The Regex Tester lets you write and test regular expressions against any text with instant visual feedback. See matches highlighted in real time, view capture groups, match indices, and toggle flags (global, case-insensitive, multiline, dotall) with one click. Whether you're validating email formats, parsing log files, extracting data from text, or learning regex syntax, this tool provides immediate feedback without running code. All processing happens locally using JavaScript's native RegExp engine - nour test data stays in your browser.
Type your regex pattern in the pattern field. The pattern is shown between forward slashes (/pattern/flags) for clarity. You don't need to include the slashes - just the pattern itself.
Toggle the regex flags using the buttons: 'g' for global (find all matches), 'i' for case-insensitive, 'm' for multiline (^ and $ match line boundaries), and 's' for dotall (. matches newlines).
Type or paste the text you want to test your regex against in the test string area. Matches will be highlighted instantly as you type.
All matches are highlighted in the preview. The match details table shows each match's value, position index, and any capture group contents. Use this to verify your regex works as expected.
This tool uses JavaScript's built-in RegExp engine, which supports standard regex syntax including character classes, quantifiers, anchors, groups, lookaheads, lookbehinds, and named capture groups. It supports all ES2022+ features available in modern browsers.

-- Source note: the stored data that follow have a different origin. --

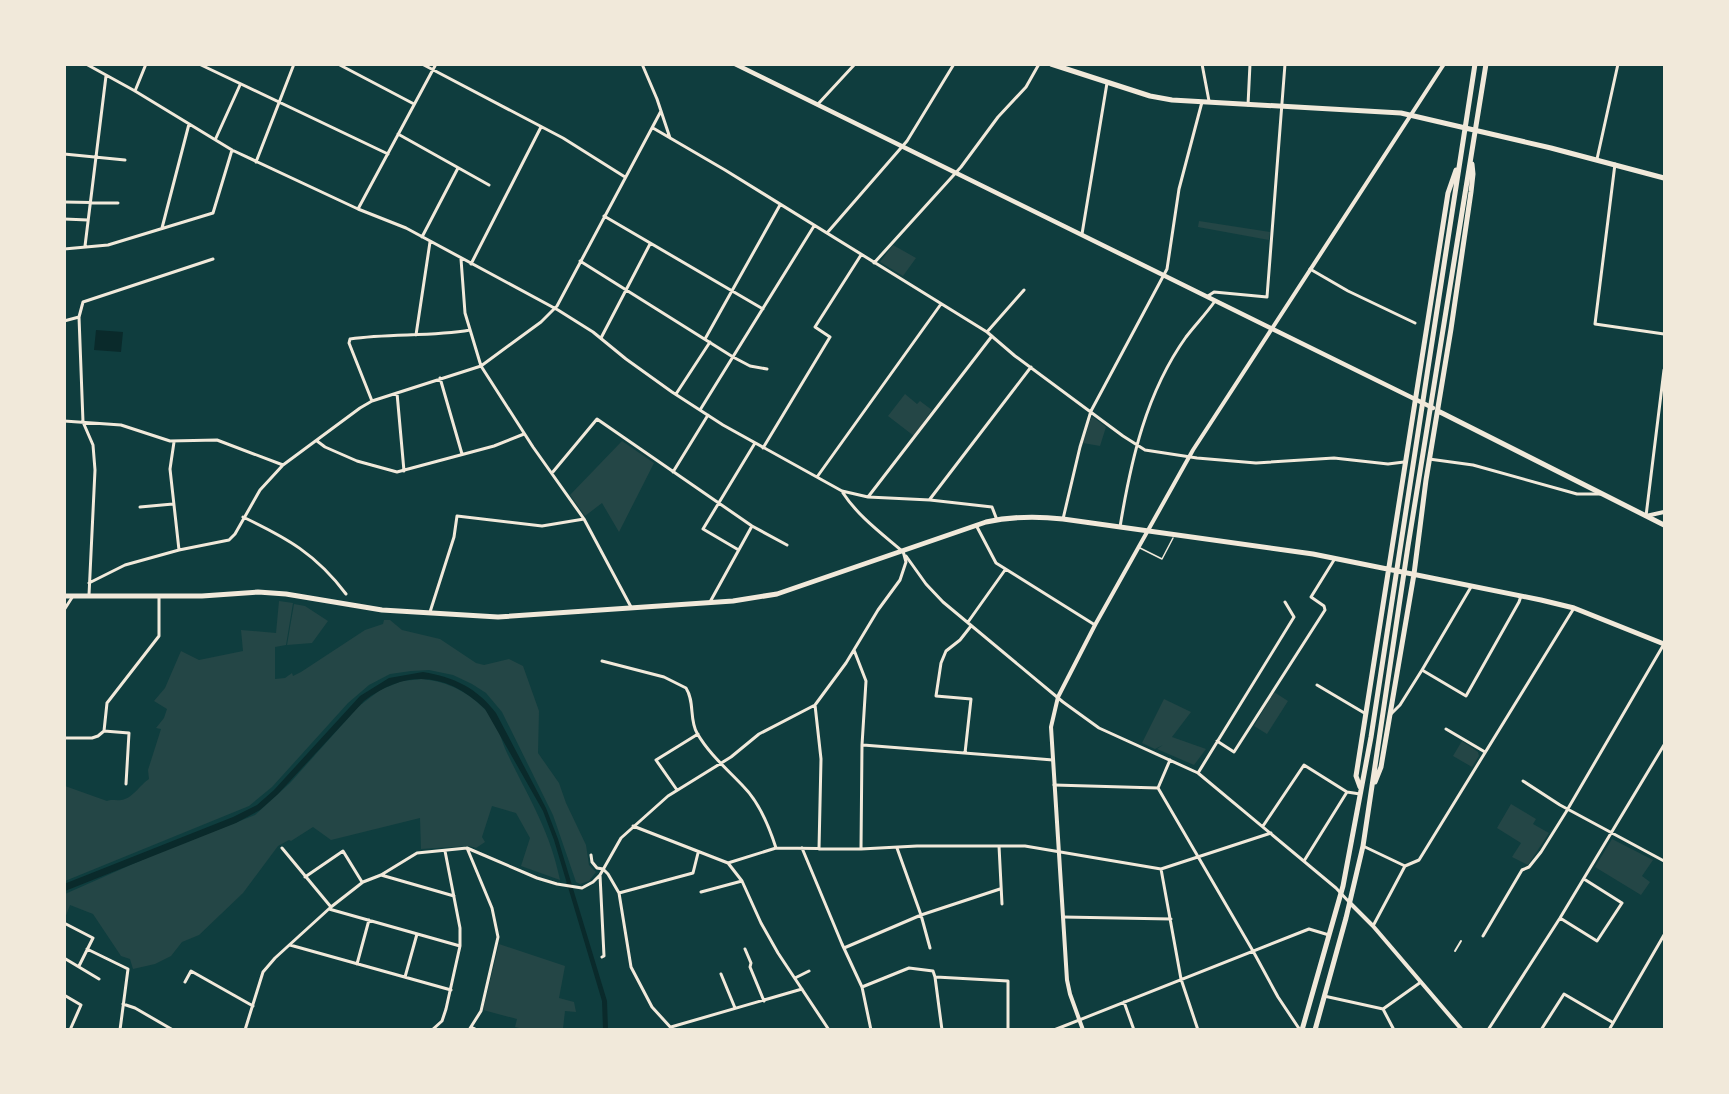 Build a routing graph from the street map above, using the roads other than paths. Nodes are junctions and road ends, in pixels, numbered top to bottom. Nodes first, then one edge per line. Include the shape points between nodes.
1 (86, 64) edge
2 (146, 64) edge
3 (199, 64) edge
4 (294, 64) edge
5 (338, 64) edge
6 (422, 64) edge
7 (436, 64) edge
8 (642, 64) edge
9 (735, 64) edge
10 (855, 64) edge
11 (954, 64) edge
12 (1039, 64) edge
13 (1051, 64) edge
14 (1202, 64) edge
15 (1250, 64) edge
16 (1285, 64) edge
17 (1444, 64) edge
18 (1475, 64) edge
19 (1486, 64) edge
20 (1618, 64) edge
21 (433, 70) junction
22 (106, 75) junction
23 (1107, 82) junction
24 (240, 85) junction
25 (135, 91) junction
26 (279, 102) junction
27 (1202, 102) junction
28 (1210, 102) junction
29 (414, 104) junction
30 (817, 105) junction
31 (1248, 105) junction
32 (1281, 106) junction
33 (662, 111) junction
34 (1411, 115) junction
35 (189, 124) junction
36 (542, 126) junction
37 (653, 128) junction
38 (1465, 128) junction
39 (1476, 131) junction
40 (398, 134) junction
41 (215, 138) junction
42 (670, 138) junction
43 (901, 147) junction
44 (232, 150) junction
45 (64, 154) edge
46 (388, 154) junction
47 (96, 157) junction
48 (1460, 158) junction
49 (1471, 159) junction
50 (1597, 159) junction
51 (125, 160) dead end
52 (256, 162) junction
53 (1615, 164) junction
54 (458, 168) junction
55 (956, 173) junction
56 (625, 177) junction
57 (1665, 178) edge
58 (489, 185) dead end
59 (64, 202) edge
60 (90, 202) junction
61 (118, 203) dead end
62 (780, 205) junction
63 (358, 209) junction
64 (604, 216) junction
65 (64, 219) edge
66 (88, 220) junction
67 (814, 226) junction
68 (162, 228) junction
69 (827, 233) junction
70 (1081, 236) junction
71 (422, 237) junction
72 (430, 242) junction
73 (650, 243) junction
74 (85, 247) junction
75 (64, 249) edge
76 (861, 255) junction
77 (213, 259) dead end
78 (461, 259) junction
79 (580, 261) junction
80 (874, 263) junction
81 (471, 264) junction
82 (1310, 269) junction
83 (1164, 276) junction
84 (626, 290) junction
85 (1024, 290) dead end
86 (732, 291) junction
87 (1207, 298) junction
88 (1215, 301) junction
89 (941, 304) junction
90 (555, 309) junction
91 (763, 309) junction
92 (79, 317) junction
93 (64, 321) edge
94 (1415, 323) dead end
95 (1272, 329) junction
96 (470, 330) junction
97 (987, 332) junction
98 (1665, 334) edge
99 (416, 336) junction
100 (993, 336) junction
101 (601, 338) junction
102 (705, 339) junction
103 (710, 342) junction
104 (733, 357) junction
105 (481, 366) junction
106 (1031, 367) junction
107 (767, 369) dead end
108 (1665, 370) edge
109 (440, 378) junction
110 (397, 393) junction
111 (676, 394) junction
112 (1415, 400) junction
113 (372, 401) junction
114 (700, 410) junction
115 (1091, 411) junction
116 (1438, 411) junction
117 (708, 415) junction
118 (64, 421) edge
119 (82, 422) junction
120 (524, 434) junction
121 (317, 441) junction
122 (174, 442) junction
123 (755, 443) junction
124 (1136, 445) junction
125 (763, 448) junction
126 (462, 454) junction
127 (1190, 457) junction
128 (1429, 459) junction
129 (1404, 462) junction
130 (283, 465) junction
131 (404, 471) junction
132 (552, 473) junction
133 (673, 473) junction
134 (818, 477) junction
135 (842, 491) junction
136 (1602, 494) junction
137 (868, 497) junction
138 (930, 500) junction
139 (173, 504) junction
140 (719, 504) junction
141 (140, 507) dead end
142 (1665, 512) edge
143 (1646, 516) junction
144 (243, 517) junction
145 (584, 519) junction
146 (1063, 519) junction
147 (997, 520) junction
148 (976, 525) junction
149 (1665, 525) edge
150 (752, 526) junction
151 (1120, 526) junction
152 (1149, 530) junction
153 (1175, 534) junction
154 (787, 545) dead end
155 (1139, 548) junction
156 (737, 549) junction
157 (179, 550) junction
158 (903, 551) junction
159 (1335, 558) junction
160 (1389, 568) junction
161 (1005, 570) junction
162 (1414, 574) junction
163 (89, 583) junction
164 (1471, 587) junction
165 (346, 594) dead end
166 (74, 595) junction
167 (88, 595) junction
168 (64, 596) edge
169 (159, 596) junction
170 (1521, 596) junction
171 (710, 602) junction
172 (1285, 602) dead end
173 (632, 608) junction
174 (1574, 608) junction
175 (64, 610) edge
176 (430, 613) junction
177 (970, 624) junction
178 (1095, 625) junction
179 (1664, 644) edge
180 (854, 650) junction
181 (602, 661) dead end
182 (1422, 670) junction
183 (1317, 685) dead end
184 (1058, 697) junction
185 (815, 705) junction
186 (1366, 714) junction
187 (1391, 714) junction
188 (1446, 729) dead end
189 (104, 731) junction
190 (698, 734) junction
191 (64, 738) edge
192 (1217, 741) junction
193 (862, 745) junction
194 (1665, 745) edge
195 (1485, 752) junction
196 (965, 753) junction
197 (1053, 760) junction
198 (1170, 760) junction
199 (720, 764) junction
200 (1198, 773) junction
201 (1523, 781) dead end
202 (126, 784) dead end
203 (1054, 785) junction
204 (1158, 788) junction
205 (677, 790) junction
206 (1372, 790) junction
207 (1360, 791) junction
208 (1347, 792) junction
209 (1568, 809) junction
210 (633, 826) junction
211 (1263, 826) junction
212 (1271, 832) junction
213 (1612, 833) junction
214 (999, 846) junction
215 (1363, 846) junction
216 (282, 848) dead end
217 (467, 848) junction
218 (776, 848) junction
219 (802, 848) junction
220 (897, 848) junction
221 (819, 849) junction
222 (861, 849) junction
223 (444, 850) junction
224 (1058, 852) junction
225 (698, 853) junction
226 (591, 855) dead end
227 (1197, 857) junction
228 (1304, 861) junction
229 (1665, 861) edge
230 (728, 863) junction
231 (1405, 866) junction
232 (603, 869) junction
233 (1161, 869) junction
234 (381, 875) junction
235 (600, 875) junction
236 (305, 877) junction
237 (1584, 879) junction
238 (742, 881) junction
239 (363, 882) junction
240 (1000, 889) junction
241 (701, 892) dead end
242 (619, 893) junction
243 (1341, 894) junction
244 (454, 897) junction
245 (1350, 903) junction
246 (1002, 904) dead end
247 (330, 908) junction
248 (921, 915) junction
249 (1063, 917) junction
250 (1560, 918) junction
251 (1171, 919) junction
252 (369, 920) junction
253 (64, 923) edge
254 (1373, 926) junction
255 (417, 934) junction
256 (1330, 935) junction
257 (1665, 935) edge
258 (1483, 936) dead end
259 (1461, 941) dead end
260 (290, 945) junction
261 (460, 946) junction
262 (87, 948) junction
263 (844, 948) junction
264 (930, 948) dead end
265 (745, 949) dead end
266 (1254, 951) junction
267 (1455, 951) dead end
268 (602, 957) dead end
269 (64, 958) edge
270 (357, 964) junction
271 (79, 966) junction
272 (809, 971) dead end
273 (721, 974) dead end
274 (405, 977) junction
275 (935, 977) junction
276 (795, 978) junction
277 (99, 979) dead end
278 (1181, 979) junction
279 (185, 982) dead end
280 (1421, 982) junction
281 (862, 987) junction
282 (802, 989) junction
283 (451, 990) junction
284 (64, 995) edge
285 (1324, 996) junction
286 (764, 1000) junction
287 (1124, 1002) junction
288 (123, 1004) junction
289 (253, 1006) junction
290 (735, 1008) junction
291 (1383, 1009) junction
292 (1079, 1019) junction
293 (1613, 1022) junction
294 (470, 1028) edge
295 (672, 1028) edge
296 (70, 1029) edge
297 (120, 1029) edge
298 (173, 1029) edge
299 (245, 1029) edge
300 (432, 1029) edge
301 (477, 1029) edge
302 (829, 1029) edge
303 (871, 1029) edge
304 (942, 1029) edge
305 (1008, 1029) edge
306 (1053, 1029) edge
307 (1083, 1029) edge
308 (1134, 1029) edge
309 (1198, 1029) edge
310 (1301, 1029) edge
311 (1315, 1029) edge
312 (1394, 1029) edge
313 (1462, 1029) edge
314 (1488, 1029) edge
315 (1541, 1029) edge
316 (1609, 1029) edge

1 - 22 street
2 - 25 street
3 - 24 street
4 - 26 street
5 - 29 street
6 - 21 street
7 - 21 street
8 - 33 street
9 - 30 main road
10 - 30 street
11 - 43 street
12 - 55 street via 1026,87
13 - 23 main road
14 - 28 street
15 - 31 street
16 - 32 street
17 - 34 street
18 - 38 main road
19 - 39 main road
20 - 50 street
21 - 29 street
21 - 36 street
22 - 25 street
22 - 47 street
23 - 27 main road via 1160,99
23 - 70 street
24 - 26 street
24 - 41 street
25 - 35 street
26 - 46 street
26 - 52 street
27 - 28 main road
27 - 83 street via 1179,189
28 - 31 main road
29 - 40 street
30 - 43 main road
31 - 32 main road
32 - 34 main road
32 - 87 street via 1267,297 1214,292
33 - 37 street
33 - 42 street
34 - 38 main road
34 - 82 street
35 - 41 street
35 - 68 street
36 - 56 street
36 - 81 street
37 - 42 street
37 - 56 street
38 - 39 main road
38 - 48 main road
39 - 49 main road
39 - 50 main road
40 - 46 street
40 - 54 street
41 - 44 street
42 - 62 street
43 - 55 main road
43 - 69 street
44 - 52 street
44 - 68 street via 213,213
45 - 47 street
46 - 63 street
47 - 51 street
47 - 60 street
48 - 112 main road via 1448,193
48 - 207 main road
49 - 116 main road via 1472,192
49 - 206 main road
50 - 53 main road
52 - 63 street
53 - 57 main road
53 - 98 street via 1594,324
54 - 58 street
54 - 71 street
55 - 70 main road
55 - 80 street
56 - 64 street
59 - 60 street
60 - 61 street
60 - 66 street
62 - 67 street
62 - 86 street
63 - 71 street
64 - 73 street
64 - 79 street
65 - 66 street
66 - 74 street
67 - 69 street
67 - 91 street
68 - 74 street via 108,245
69 - 76 street
70 - 83 main road
71 - 72 street
72 - 78 street
72 - 99 street
73 - 84 street
73 - 86 street
74 - 75 street
76 - 80 street
76 - 125 street via 815,327 830,337
77 - 92 street via 83,302
78 - 81 street
78 - 96 street
79 - 84 street
79 - 90 street
80 - 89 street
81 - 90 street
82 - 94 street
82 - 95 street
83 - 87 main road
83 - 115 street
84 - 101 street
84 - 102 street
85 - 97 street
86 - 91 street
86 - 102 street
87 - 88 main road
88 - 95 main road
88 - 124 street via 1185,338 1156,390
89 - 97 street
89 - 134 street
90 - 101 street
90 - 105 street
91 - 104 street
92 - 93 street
92 - 119 street
95 - 112 main road
95 - 127 street
96 - 99 street
96 - 105 street
97 - 100 street
99 - 113 street via 350,339
100 - 106 street
100 - 137 street
101 - 111 street
102 - 103 street
103 - 104 street
103 - 111 street
104 - 107 street
104 - 114 street
105 - 109 street
105 - 120 street
106 - 115 street
106 - 138 street
108 - 143 street
109 - 110 street
109 - 126 street
110 - 113 street
110 - 131 street
111 - 114 street
112 - 116 main road
112 - 129 main road
113 - 121 street
114 - 117 street
115 - 124 street
115 - 146 street
116 - 128 main road
116 - 136 main road
117 - 123 street
117 - 133 street
118 - 119 street
119 - 122 street via 121,425
119 - 163 street via 93,445 95,470
120 - 126 street
120 - 132 street
121 - 130 street
121 - 131 street via 357,461
122 - 130 street via 217,440
122 - 139 street via 170,469
123 - 125 street
123 - 140 street
124 - 127 street
124 - 151 street
125 - 134 street
126 - 131 street
127 - 129 street via 1256,463 1334,458
127 - 152 street
128 - 136 street via 1473,465 1577,494
128 - 162 main road
129 - 160 main road
130 - 144 street
132 - 133 street via 597,419
132 - 145 street
133 - 140 street
134 - 135 street
135 - 137 street
135 - 158 street via 864,518
136 - 143 main road
137 - 138 street
138 - 147 street via 992,507
139 - 141 street
139 - 157 street
140 - 150 street
140 - 156 street via 703,529
142 - 143 street
143 - 149 main road
144 - 157 street via 228,540
144 - 165 street via 298,545
145 - 173 street
145 - 176 street via 542,526 457,516
146 - 147 main road via 1021,516
146 - 151 main road
147 - 148 main road
148 - 158 main road
148 - 161 street via 996,563
150 - 154 street
150 - 156 street
151 - 152 main road
152 - 153 main road
152 - 155 street
153 - 155 lane via 1162,559
153 - 159 main road
155 - 178 street
156 - 171 street
157 - 163 street via 125,565
158 - 171 main road via 777,594
158 - 177 street via 926,584
158 - 180 street via 906,562 900,580
159 - 160 main road
159 - 192 street via 1311,597 1324,610 1234,752
160 - 162 main road
160 - 186 main road
161 - 177 street
161 - 178 street
162 - 164 main road
162 - 187 main road
163 - 167 street
164 - 170 main road
164 - 182 street
166 - 167 main road
166 - 168 main road
166 - 175 street
167 - 169 main road
169 - 176 main road via 276,593 382,610
169 - 189 street via 159,636 108,703
170 - 174 main road
170 - 182 street via 1466,696
171 - 173 main road
172 - 192 street via 1294,617
173 - 176 main road via 498,617
174 - 179 main road
174 - 195 street
177 - 184 street
177 - 196 street via 960,640 946,651 936,696 971,699
178 - 184 street
179 - 209 street
180 - 185 street
180 - 193 street via 866,681
181 - 190 street via 664,677 687,688
182 - 187 street
183 - 186 street
184 - 197 street via 1051,727
184 - 198 street via 1099,728
185 - 199 street via 759,734
185 - 221 street via 821,759
186 - 207 main road via 1356,776
187 - 206 main road via 1381,767
188 - 195 street
189 - 191 street via 92,738
189 - 202 street via 129,733
190 - 199 street
190 - 205 street via 656,760
192 - 200 street
193 - 196 street
193 - 222 street
194 - 213 street
195 - 231 street via 1419,860
196 - 197 street
197 - 203 street
198 - 200 street
198 - 204 street
199 - 205 street
199 - 218 street via 750,794
200 - 211 street
201 - 209 street
203 - 204 street
203 - 224 street
204 - 227 street
205 - 210 street
206 - 215 main road
207 - 208 street
207 - 243 main road
208 - 211 street via 1304,765
208 - 228 street
209 - 213 street
209 - 258 street via 1541,852 1522,870
210 - 225 street
210 - 232 street
211 - 212 street
212 - 227 street
212 - 228 street
213 - 229 street
213 - 237 street
214 - 220 street
214 - 224 street
214 - 240 street
215 - 231 street
215 - 245 main road
216 - 236 street
217 - 223 street
217 - 235 street via 561,884 587,886
217 - 294 street via 492,908 498,937 481,1011
218 - 219 street
218 - 230 street
219 - 221 street
219 - 263 street
220 - 222 street
220 - 248 street
221 - 222 street
223 - 234 street via 417,854
223 - 244 street
224 - 233 street
224 - 249 street
225 - 230 street
225 - 242 street via 693,873
226 - 232 street via 597,868
227 - 233 street
227 - 266 street
228 - 243 street
230 - 238 street
231 - 254 street
232 - 235 street
232 - 242 street
233 - 251 street
234 - 239 street
234 - 244 street
235 - 268 street
236 - 239 street via 343,851
236 - 247 street
237 - 250 street
237 - 250 street via 1622,903 1597,941
238 - 241 street
238 - 276 street via 761,923
239 - 247 street
240 - 246 street
240 - 248 street
242 - 295 street via 631,967 652,1007
243 - 245 street
243 - 256 main road
244 - 261 street
245 - 254 street
245 - 285 main road
247 - 252 street
247 - 260 street
248 - 263 street
248 - 264 street
249 - 251 street
249 - 292 street via 1067,980
250 - 314 street
251 - 278 street
252 - 255 street
252 - 270 street
253 - 262 street via 93,938
254 - 280 street
255 - 261 street
255 - 274 street
256 - 266 street via 1309,929
256 - 310 main road
257 - 293 street
259 - 267 street
260 - 270 street
260 - 289 street via 263,972
261 - 283 street
262 - 271 street
262 - 288 street via 128,969
263 - 281 street
265 - 286 street
266 - 278 street
266 - 310 street via 1278,997
269 - 271 street
270 - 274 street
271 - 277 street
272 - 276 street
273 - 290 street
274 - 283 street
275 - 281 street via 933,971 909,968
275 - 304 street
275 - 305 street via 1008,981
276 - 282 street
278 - 287 street
278 - 309 street
279 - 289 street via 192,971
280 - 291 street
280 - 313 street
281 - 303 street
282 - 286 street
282 - 302 street
283 - 300 street via 442,1021
284 - 296 street via 81,1005
285 - 291 street
285 - 311 main road
286 - 290 street
287 - 292 street
287 - 308 street
288 - 297 street
288 - 298 street
289 - 299 street
290 - 295 street
291 - 312 street
292 - 306 street
292 - 307 street
293 - 315 street via 1564,994
293 - 316 street
294 - 301 street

Flags modify regex behavior: 'g' (global) finds all matches instead of just the first; 'i' makes matching case-insensitive; 'm' (multiline) makes ^ and $ match start/end of lines; 's' (dotall) makes . match newline characters. Most patterns need 'g' to find all matches.
Capture groups are defined by parentheses () in your regex. They capture the matched text within them for extraction. For example, (\d{4})-(\d{2})-(\d{2}) on '2024-01-15' captures three groups: '2024', '01', '15'. The Groups column in the match table shows captured values.
Yes, this tool uses the exact same RegExp engine as your browser's JavaScript runtime. The results you see here will match what you get with new RegExp() or regex literals in JavaScript. Note that regex behavior may differ in other languages (Python, PHP, Java) due to engine differences.
By default, . doesn't match newline characters and ^ / $ only match the start/end of the entire string. Enable the 'm' flag to make ^ and $ match line boundaries, and enable the 's' flag to make . match newlines. This lets you write patterns that span multiple lines.